A 2012 study carried out by scientists at the University of Vienna looked at whether dogs can be directed just by pointing or whether subtle unseen signals are also at play.
By, 21 Jan 2020
Teresa Schmidjell and her team set about to understand the effect of human pointing on a dog’s behaviour. She came up with two tests: 1) To test the theory that an owner's pointing would influence their dog's ability and 2) to find out whether their pointing is enhanced by other unseen ways.
In total 111 dogs of various breeds were examined of their response to being directed to food. Owners were both present and absent, and in some tests they were blindfolded. Taking part were Sheepdogs and Cattle dogs, Terriers, Retrievers, Companion and Toy dogs as well as some mixed breeds.
Ms Schmidjell discovered that an owner's active belief in their dog's ability enhanced the results of the test, and that dogs do respond well to the human act of pointing. However, when owners were blindfolded and thus not able to appreciate when their dog had received a reward, the dog's ability slumped.
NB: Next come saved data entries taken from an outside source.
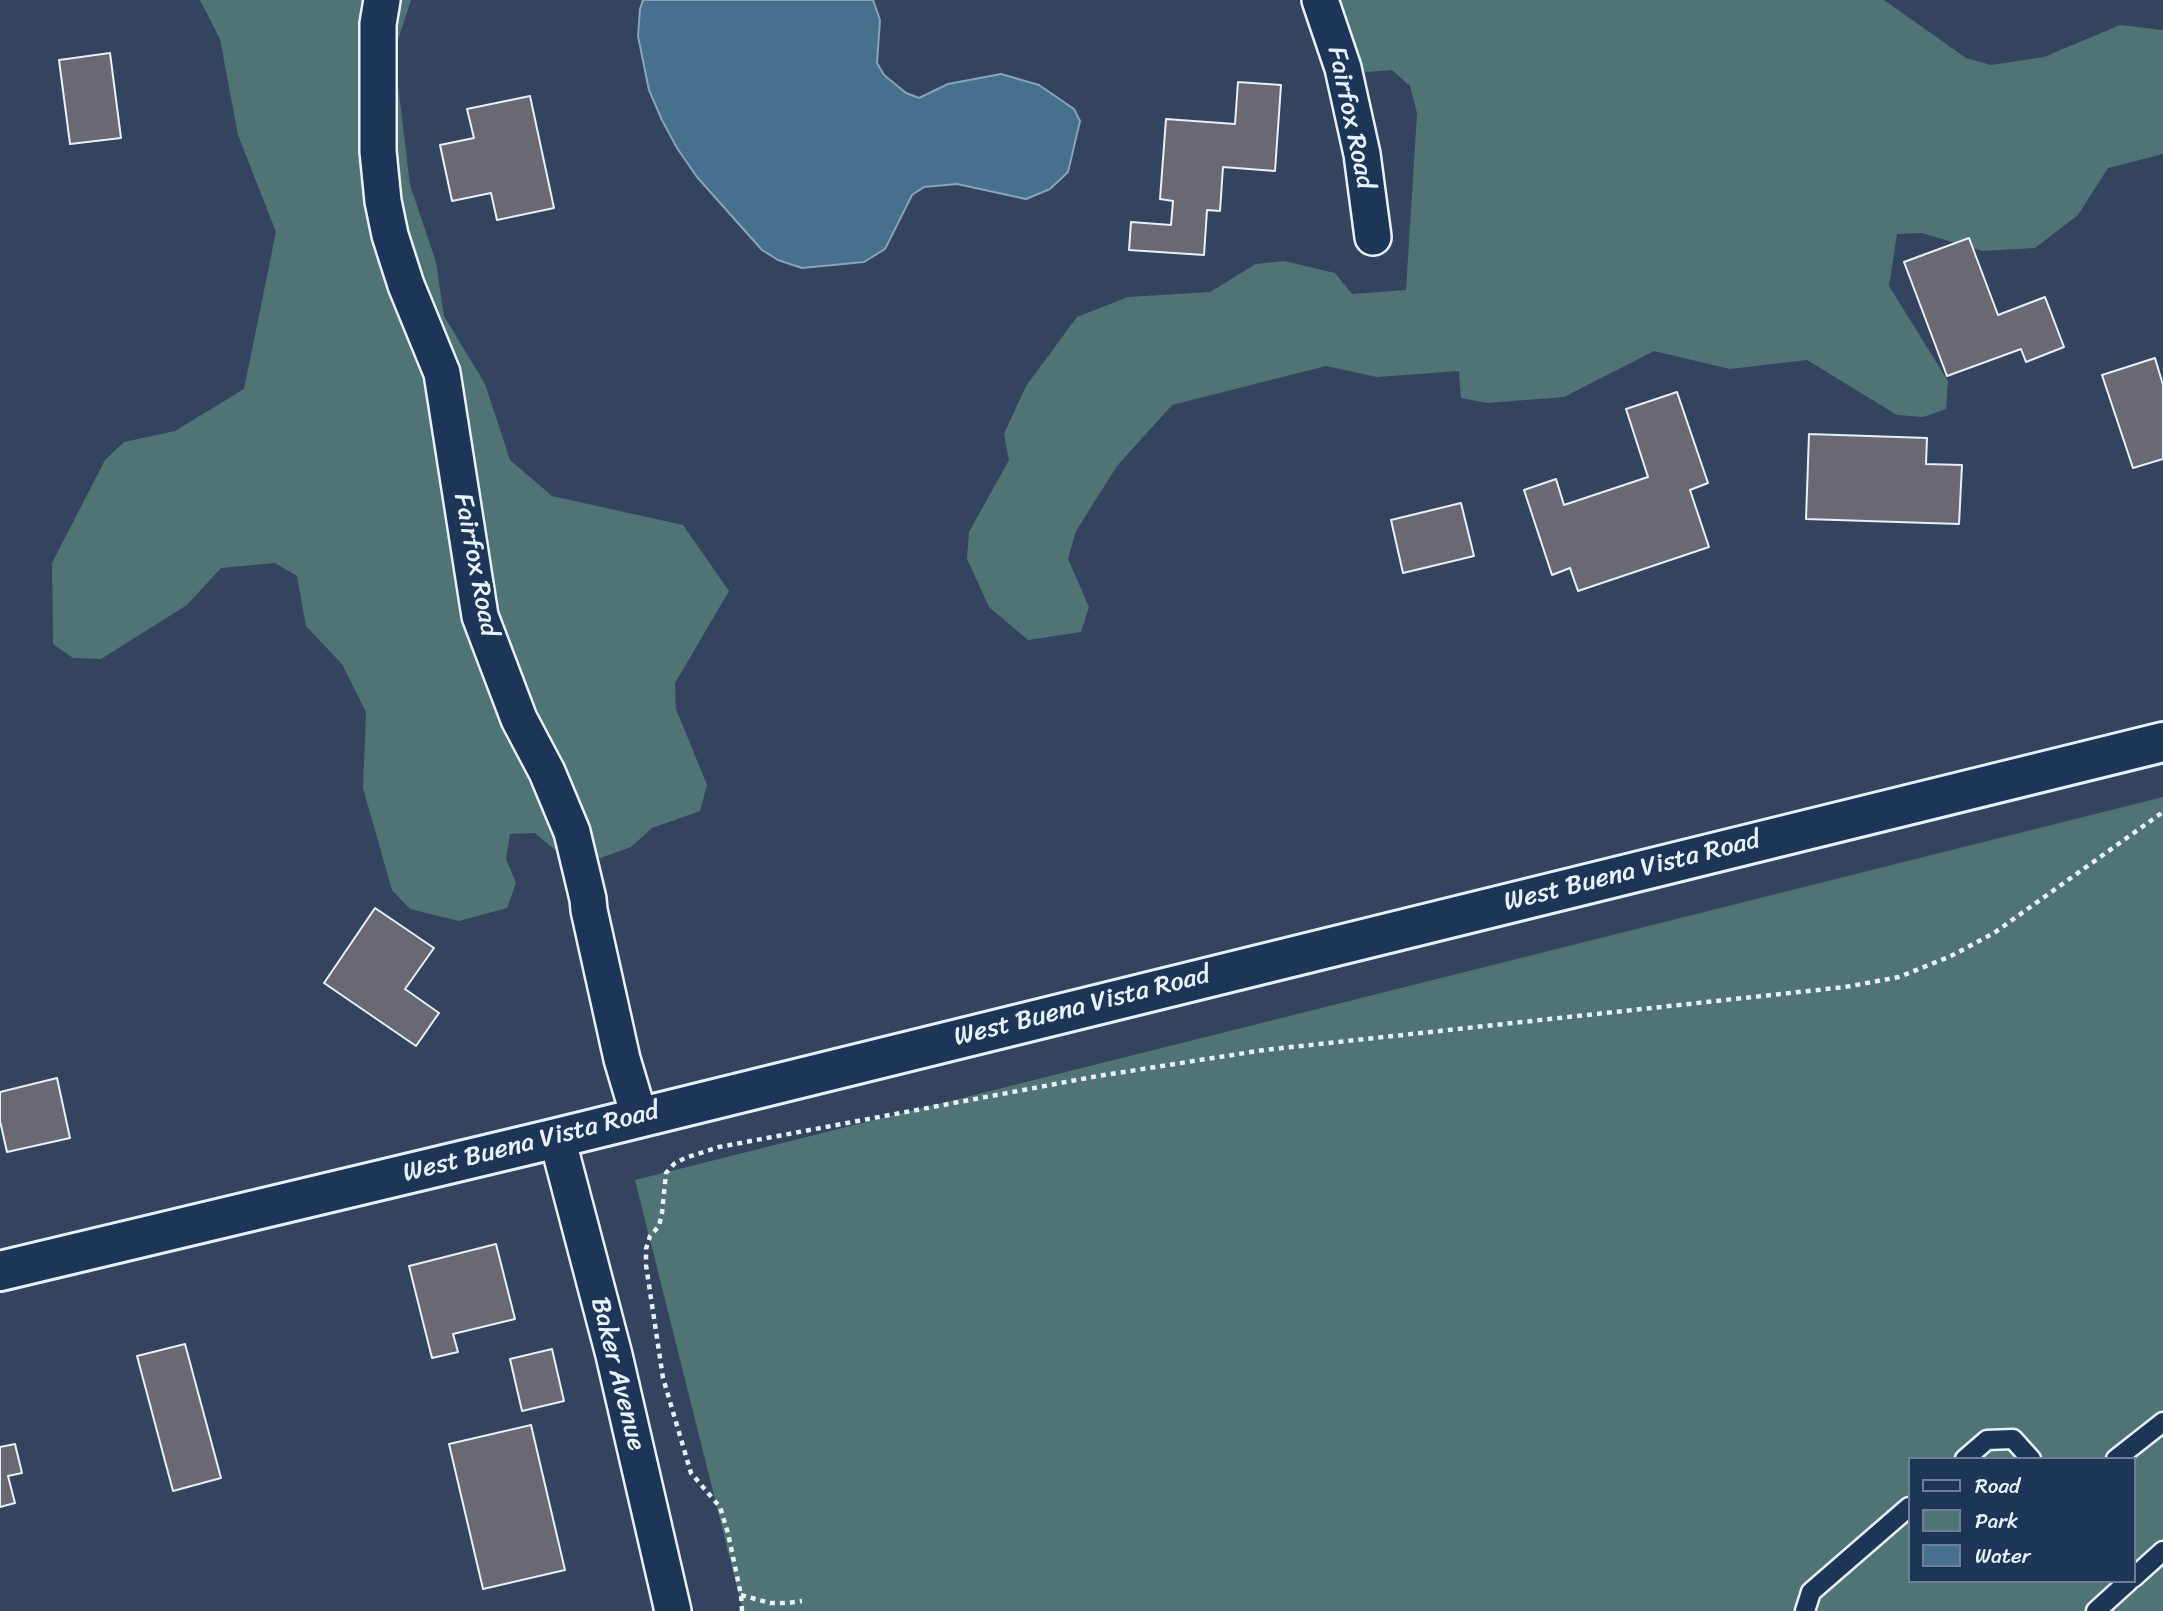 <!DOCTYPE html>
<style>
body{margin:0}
#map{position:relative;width:2163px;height:1611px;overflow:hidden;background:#34445f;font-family:Sriracha,sans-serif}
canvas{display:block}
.legend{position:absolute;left:1908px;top:1457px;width:228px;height:126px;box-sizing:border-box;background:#1d3557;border:2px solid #6e8097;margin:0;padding:9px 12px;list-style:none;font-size:21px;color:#e8f1f8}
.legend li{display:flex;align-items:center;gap:14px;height:35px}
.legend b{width:35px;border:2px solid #6e8097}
</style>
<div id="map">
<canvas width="2163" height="1611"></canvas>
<ul class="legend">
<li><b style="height:9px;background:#1d3557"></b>Road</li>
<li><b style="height:19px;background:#507475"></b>Park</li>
<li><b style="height:19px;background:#46708d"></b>Water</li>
</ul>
</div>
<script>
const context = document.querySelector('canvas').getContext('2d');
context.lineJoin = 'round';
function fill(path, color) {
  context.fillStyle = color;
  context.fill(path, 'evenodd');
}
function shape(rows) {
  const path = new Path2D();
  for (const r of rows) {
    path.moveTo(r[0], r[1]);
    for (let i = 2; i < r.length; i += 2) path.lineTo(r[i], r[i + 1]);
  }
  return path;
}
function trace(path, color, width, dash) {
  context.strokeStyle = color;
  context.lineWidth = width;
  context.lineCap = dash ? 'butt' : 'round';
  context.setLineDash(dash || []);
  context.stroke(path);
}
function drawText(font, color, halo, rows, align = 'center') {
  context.font = font + ' Sriracha,sans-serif';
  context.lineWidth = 6;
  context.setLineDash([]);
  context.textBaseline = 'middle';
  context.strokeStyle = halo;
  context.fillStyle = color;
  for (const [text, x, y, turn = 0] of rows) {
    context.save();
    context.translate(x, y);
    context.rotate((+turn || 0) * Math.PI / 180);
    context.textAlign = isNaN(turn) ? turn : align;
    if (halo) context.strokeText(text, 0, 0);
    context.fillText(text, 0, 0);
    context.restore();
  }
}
fill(shape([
 [200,0,411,0,394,52,410,185,436,262,444,316,485,384,510,460,552,496,683,525,729,591,675,683,676,709,707,785,700,811,652,828,631,847,575,867,535,833,510,834,506,859,516,883,507,908,459,921,410,909,392,890,363,788,366,712,342,664,306,626,297,576,275,563,221,568,187,605,101,659,73,658,53,644,52,563,105,460,124,442,175,431,244,389,276,232,238,135,220,39],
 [1324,0,1884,0,1966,58,1991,65,2044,57,2120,25,2163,30,2163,154,2108,168,2078,215,2035,248,1982,251,1922,233,1897,234,1889,286,1948,381,1946,409,1923,417,1897,415,1807,360,1730,369,1654,351,1564,397,1487,403,1461,398,1459,371,1377,377,1326,366,1172,405,1117,466,1076,531,1068,559,1089,607,1081,632,1028,640,989,607,967,559,969,532,1009,460,1004,434,1026,386,1077,317,1128,297,1210,292,1256,264,1284,261,1335,273,1352,294,1406,290,1417,113,1410,86,1392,70,1367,72,1325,59,1313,36],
 [2163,797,2163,1611,743,1611,635,1180],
 [1909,1459,2133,1459,2133,1581,1909,1581]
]), '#507475');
const water = shape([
 [643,0,873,0,880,20,877,63,884,75,906,93,919,98,948,84,1001,74,1039,85,1074,109,1080,121,1068,172,1050,189,1026,199,957,184,924,187,912,195,885,249,864,262,802,268,778,260,762,250,697,177,677,148,662,120,649,90,638,36,640,9,643,0]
]);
fill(water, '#46708d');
trace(water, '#87a4b8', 2);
const building = shape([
 [110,53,121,138,70,144,59,60,110,53],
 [1238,82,1281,85,1275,171,1223,167,1220,211,1207,210,1204,255,1129,250,1131,222,1171,225,1173,201,1160,199,1166,119,1235,124,1238,82],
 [530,96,554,208,497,220,491,193,452,201,440,145,474,138,467,109,530,96],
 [1969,238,1998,315,2045,297,2064,347,2026,362,2021,349,1947,376,1904,262,1969,238],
 [2155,358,2163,385,2163,459,2133,468,2102,375,2155,358],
 [1677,392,1708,483,1690,490,1709,547,1578,591,1570,568,1552,575,1524,490,1556,479,1564,505,1648,477,1626,409,1677,392],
 [1809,434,1927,438,1926,464,1962,465,1959,524,1806,519,1809,434],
 [1461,503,1474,556,1403,573,1391,520,1461,503],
 [375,908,434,948,405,989,439,1013,416,1046,324,983,375,908],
 [57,1078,70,1138,7,1152,0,1121,0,1092,57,1078],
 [496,1244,515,1319,453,1334,458,1352,432,1358,409,1266,496,1244],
 [185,1344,221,1478,173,1491,137,1356,185,1344],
 [552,1349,564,1401,522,1411,510,1359,552,1349],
 [531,1425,565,1570,483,1589,449,1444,531,1425],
 [15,1444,22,1473,8,1476,15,1503,0,1507,0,1447,15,1444]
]);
fill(building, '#696873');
trace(building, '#e8f1f8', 2);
const service = shape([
 [1965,1459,1987,1440,2013,1439,2031,1459],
 [2116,1459,2163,1422],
 [2133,1578,2163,1551],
 [1805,1611,1811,1592,1909,1507],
 [2096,1611,2129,1581]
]);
const minor = shape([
 [382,0,378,24,378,151,383,201,390,235,406,285,442,373,480,616,519,719,547,772,572,832,588,899,589,910,622,1059,639,1116],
 [1320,0,1343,68,1362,154,1373,237],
 [557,1138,614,1355,673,1611]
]);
const tertiary = shape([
 [0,1271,557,1138,2163,742]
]);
trace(service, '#e8f1f8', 23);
trace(minor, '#e8f1f8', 40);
trace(tertiary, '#e8f1f8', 44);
trace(shape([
 [741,1595,770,1603,788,1603,802,1601],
 [742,1611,741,1595,728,1533,720,1507,691,1473,663,1378,646,1265,646,1249,650,1236,659,1226,662,1213,666,1173,674,1164,685,1158,719,1147,1098,1076,1264,1050,1845,987,1899,977,1951,956,1994,933,2163,812]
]), '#e8f1f8', 4.5, [5, 5]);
trace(service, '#1d3557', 18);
trace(minor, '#1d3557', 35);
trace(tertiary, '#1d3557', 38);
drawText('26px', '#e8f1f8', '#1d3557', [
 ["Fairfox Road",1350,118,78],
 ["Fairfox Road",475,565,79],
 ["West Buena Vista Road",1632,872,-14],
 ["West Buena Vista Road",1082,1007,-14],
 ["West Buena Vista Road",531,1143,-14],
 ["Baker Avenue",617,1374,76]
]);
</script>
Schmidjell concluded that the dogs lost motivation when they did not receive an encouraging cue from their owner.
In their second round of tests researchers wanted to find out whether subtle (even subconscious) owner actions influenced their dog’s ability to follow a pointing cue. Schmidjell discovered that to a large extent the success or otherwise of the test was determined by the closeness of the relationship between owner and dog.
About this she says, “The subconscious cues owners and dogs use are strongly influenced by the emotional aspects of their relationship.”
The study was inspired by the results of tests carried out on a horse called Hans in 1907. Hans was apparently able to solve arithmetical problems posed to him by his handler. However, further analysis of the horse's ability showed that the handler, who was exceptionally close to Hans emotionally, was subconsciously giving him clues.
In her tests, Ms Schmidjell admits that her experiment was not complex enough to prove whether the same “Clever Hans” effect is seen of dogs or not. But she acknowledges that at the very least, “the pointing gesture seems to have a strong effect on the choice of dogs in an object-choice task. Pointing can lead the dogs to success without help from their owners.”